When the crew arrived, there was "one phone line," he says. The production company upgraded the town´s plumbing, electrical and telecommunications systems to ease filmmaking. It also left the villagers with a modestly enhanced town.

"Now, they´re all on EBay," he cracks.

In person, Mr. Pitt resembles a surfer boy wrestling with adulthood. His vocabulary and poise seem proficiently mature, yet he retains the carefree cool of his youth.

The 37-year-old actor looks back on his career with satisfaction, particularly 1999´s "Fight Club" and the recent "Snatch."

"They did great for me," he says of those two, brushing off their modest box-office hauls. "I´m not coming from the monetary side.
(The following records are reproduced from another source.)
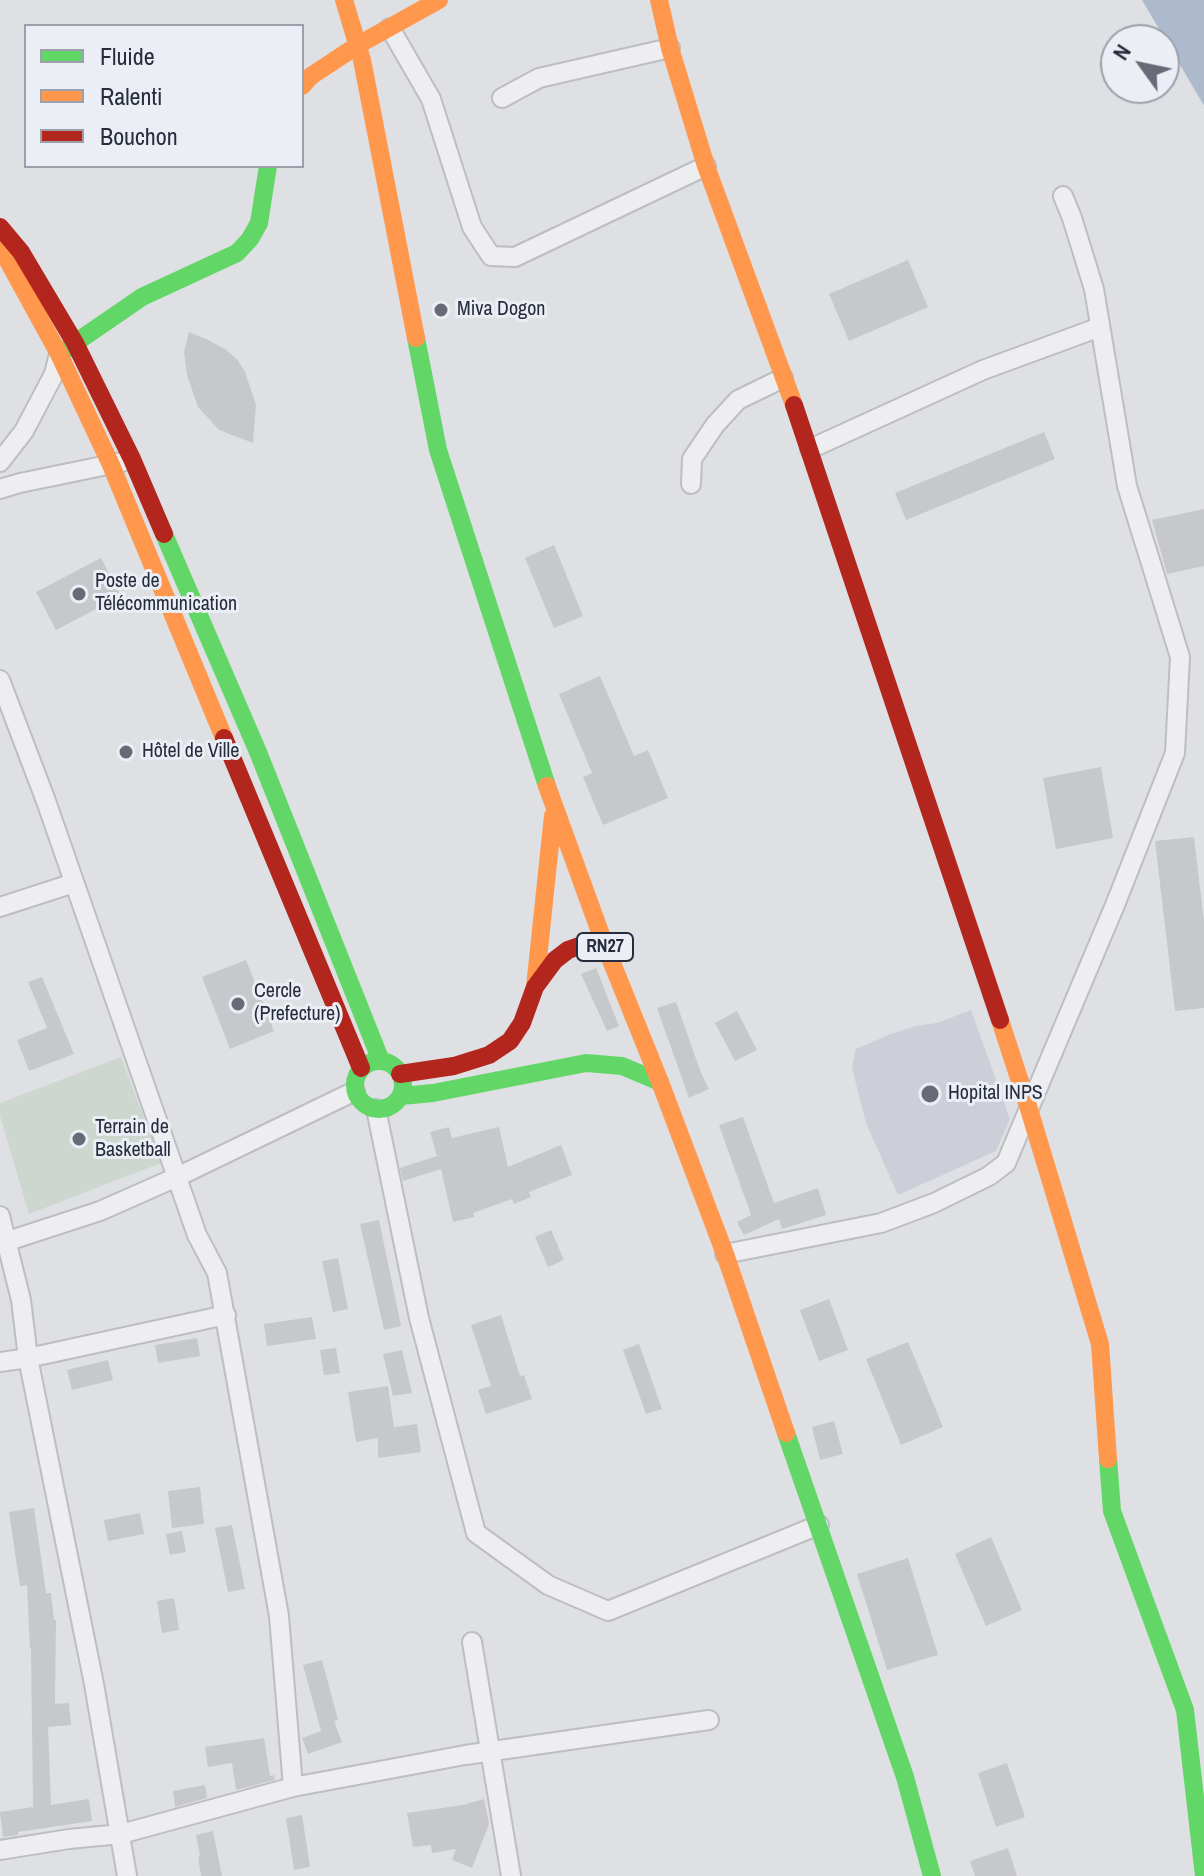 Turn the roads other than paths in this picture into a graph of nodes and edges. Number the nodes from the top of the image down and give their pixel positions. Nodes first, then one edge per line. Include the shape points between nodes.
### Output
1 (344, 0) edge
2 (439, 0) edge
3 (659, 0) edge
4 (390, 28) junction
5 (358, 45) junction
6 (670, 48) junction
7 (304, 84) edge
8 (502, 98) dead end
9 (706, 166) junction
10 (268, 168) edge
11 (1063, 196) dead end
12 (1, 228) edge
13 (1100, 327) junction
14 (75, 343) junction
15 (59, 354) junction
16 (783, 378) junction
17 (810, 449) junction
18 (132, 459) junction
19 (0, 462) edge
20 (111, 465) junction
21 (691, 484) dead end
22 (0, 489) edge
23 (170, 549) junction
24 (150, 558) junction
25 (0, 680) edge
26 (258, 752) junction
27 (235, 763) junction
28 (554, 807) junction
29 (74, 883) junction
30 (0, 907) edge
31 (320, 908) junction
32 (299, 918) junction
33 (604, 943) junction
34 (535, 987) junction
35 (381, 1061) junction
36 (361, 1068) junction
37 (400, 1074) junction
38 (660, 1082) junction
39 (355, 1091) junction
40 (401, 1096) junction
41 (376, 1109) junction
42 (1029, 1109) junction
43 (177, 1177) junction
44 (0, 1216) edge
45 (5, 1242) junction
46 (725, 1254) junction
47 (226, 1315) junction
48 (28, 1358) junction
49 (0, 1362) edge
50 (819, 1525) junction
51 (472, 1642) dead end
52 (709, 1720) dead end
53 (490, 1752) junction
54 (293, 1787) junction
55 (121, 1834) junction
56 (0, 1850) edge
57 (127, 1876) edge
58 (511, 1876) edge
59 (932, 1876) edge
60 (1204, 1876) edge

1 - 5 main road, RN27
2 - 4 main road
3 - 6 main road
4 - 5 main road
4 - 9 street via 431,99 472,227 491,256 515,257
5 - 7 main road
5 - 28 main road, RN27 via 438,450
6 - 8 street via 539,78
6 - 9 main road
9 - 16 main road
10 - 14 main road via 259,223 237,253 142,297
11 - 13 street via 1094,289
12 - 14 main road
12 - 15 main road via 8,261
13 - 17 street via 983,370
13 - 42 street via 1127,486 1180,657 1175,753
14 - 15 main road
14 - 18 main road
15 - 19 street via 24,431
15 - 20 main road
16 - 17 main road
16 - 21 street via 738,400 715,425 692,459
17 - 42 main road
18 - 20 street
18 - 23 main road
20 - 22 street
20 - 24 main road
23 - 24 main road
23 - 26 main road
24 - 27 main road
25 - 29 street
26 - 27 main road
26 - 31 main road
27 - 32 main road
28 - 33 main road, RN27
28 - 34 main road
29 - 30 street
29 - 43 street
31 - 32 main road
31 - 35 main road
32 - 36 main road
33 - 34 main road via 568,950
33 - 38 main road, RN27
34 - 37 main road via 510,1041 489,1055
35 - 36 main road
35 - 37 main road
36 - 39 main road
37 - 40 main road
38 - 40 main road via 622,1066 586,1063
38 - 46 main road, RN27
39 - 41 main road via 359,1100
39 - 43 street
40 - 41 main road via 395,1104
41 - 50 street via 419,1318 476,1533 548,1585 608,1611
42 - 46 street via 1006,1163 934,1203 881,1223
42 - 60 main road via 1100,1344 1112,1511 1185,1710
43 - 45 street via 100,1211
43 - 47 street via 217,1273
44 - 45 street
45 - 48 street via 21,1300
46 - 50 main road, RN27
47 - 48 street
47 - 54 street via 279,1616
48 - 49 street
48 - 55 street
50 - 59 main road, RN27 via 905,1777
51 - 53 street
52 - 53 street
53 - 54 street
53 - 58 street
54 - 55 street
55 - 56 street
55 - 57 street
I´m more interested in a film that´s gonna stick around, that´s gonna have some kind of impact on some level."

"The most fun for me is when I surprise myself, when I find something in me I didn´t think I was capable of," he says of his modus operandi.
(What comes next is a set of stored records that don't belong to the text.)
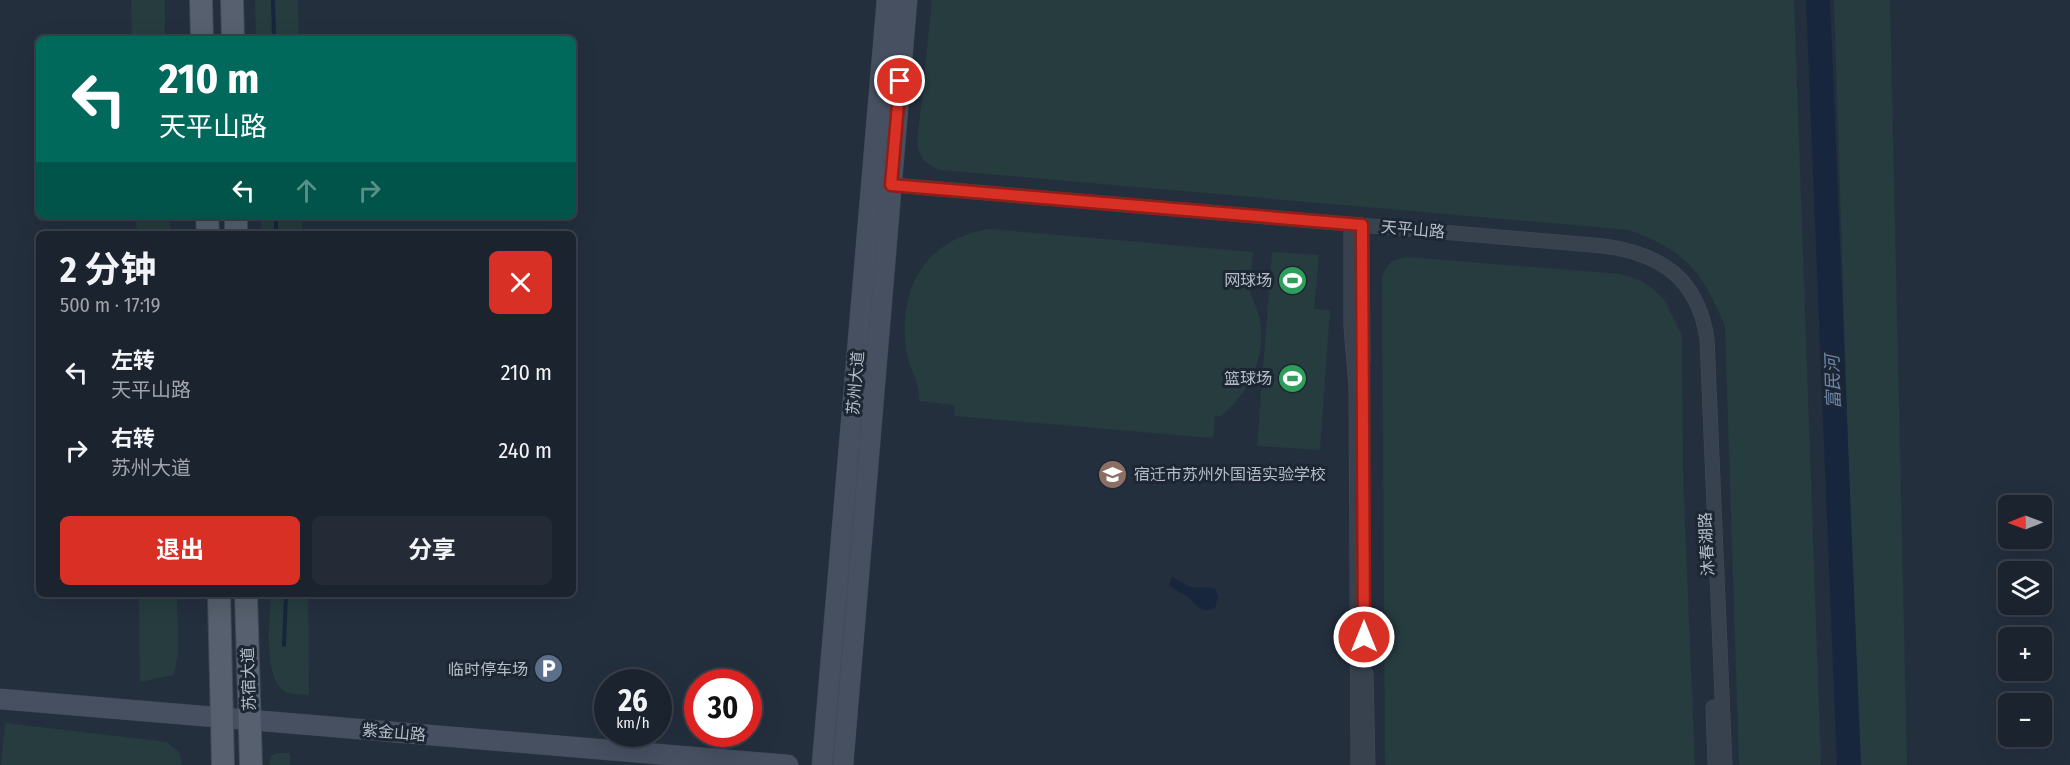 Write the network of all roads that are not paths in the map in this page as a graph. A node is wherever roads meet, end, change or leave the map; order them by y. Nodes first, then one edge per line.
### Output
1 (201, 0) edge
2 (232, 0) edge
3 (887, 0) edge
4 (907, 0) edge
5 (202, 36) edge
6 (233, 36) edge
7 (881, 188) junction
8 (1356, 228) junction
9 (1701, 322) junction
10 (219, 597) edge
11 (246, 597) edge
12 (0, 699) edge
13 (223, 717) junction
14 (249, 721) junction
15 (223, 765) edge
16 (250, 765) edge
17 (788, 765) edge
18 (822, 765) edge
19 (843, 765) edge
20 (1358, 765) edge
21 (1368, 765) edge
22 (1716, 765) edge
23 (1725, 765) edge

1 - 5 main road
2 - 6 main road
3 - 7 street, 苏州大道
4 - 7 street, 苏州大道
7 - 8 street, 天平山路
7 - 18 street, 苏州大道
7 - 19 street, 苏州大道
8 - 9 street, 天平山路
8 - 20 street
8 - 21 street
9 - 22 street, 沐春湖路
9 - 23 street, 沐春湖路
10 - 13 main road, 苏宿大道
11 - 14 main road, 苏宿大道
12 - 13 street, 紫金山路
13 - 14 street, 紫金山路
13 - 15 main road, 苏宿大道
14 - 16 main road, 苏宿大道
14 - 17 street, 紫金山路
Director Gore Verbinski says the stars adapted to the lack of Four Seasons-level accommodation on the various sets.

That´s a good thing, because the script needed the mercurial locations to make its small charms sing.

"It´s a film about history, this legacy and this pistol. It was the obvious choice," he says of the Mexican locales.

At first blush, the project seemed an odd choice to attract two of Hollywood´s hottest properties.

"The script´s a great read, but it´s difficult to see it as a star vehicle," Mr. Verbinski (1997´s "Mouse Hunt") says of the project´s earlier stages. "And it´s not a movie which can support just one movie star."

Fortunately, once Miss Roberts signed on, Mr. Pitt did the same shortly thereafter.

But can chemistry crackle when the stars spend so much of the film separated?

"A little bit goes a long way," Mr. Pitt says of their common screen time. The actors contacted each other throughout the shoot to build their characters, he says, recommending what should be the couple´s favorite song and other minute details.

As for the near future, Mr. Pitt´s next feature finds him side by side with an actor many think he resembles, Robert Redford, in director Tony Scott´s "Spy Game."

Miss Roberts has a potential date with a certain golden statuette March 25, thanks to her gutsy performance in "Erin Brockovich."

But she dismisses talk of Oscar anxiety with a practiced shrug, saying it´s too soon for the butterflies to start assembling in her stomach.

That doesn´t mean she´s taking her career streak in stride.

"I sit here a very happy girl, and why wouldn´t I be?" she says.

Mr. Verbinski suggests the two actors´ unique lifestyles superstar salaries, Oscar nominations and a penchant for drawing tabloid titters forged a palpable bond between them.

"As soon as I saw them together in a room it felt like they had known each other forever," he says. "They´ve both been through the wringer a few times, and they have a lot to talk about, a lot to draw upon."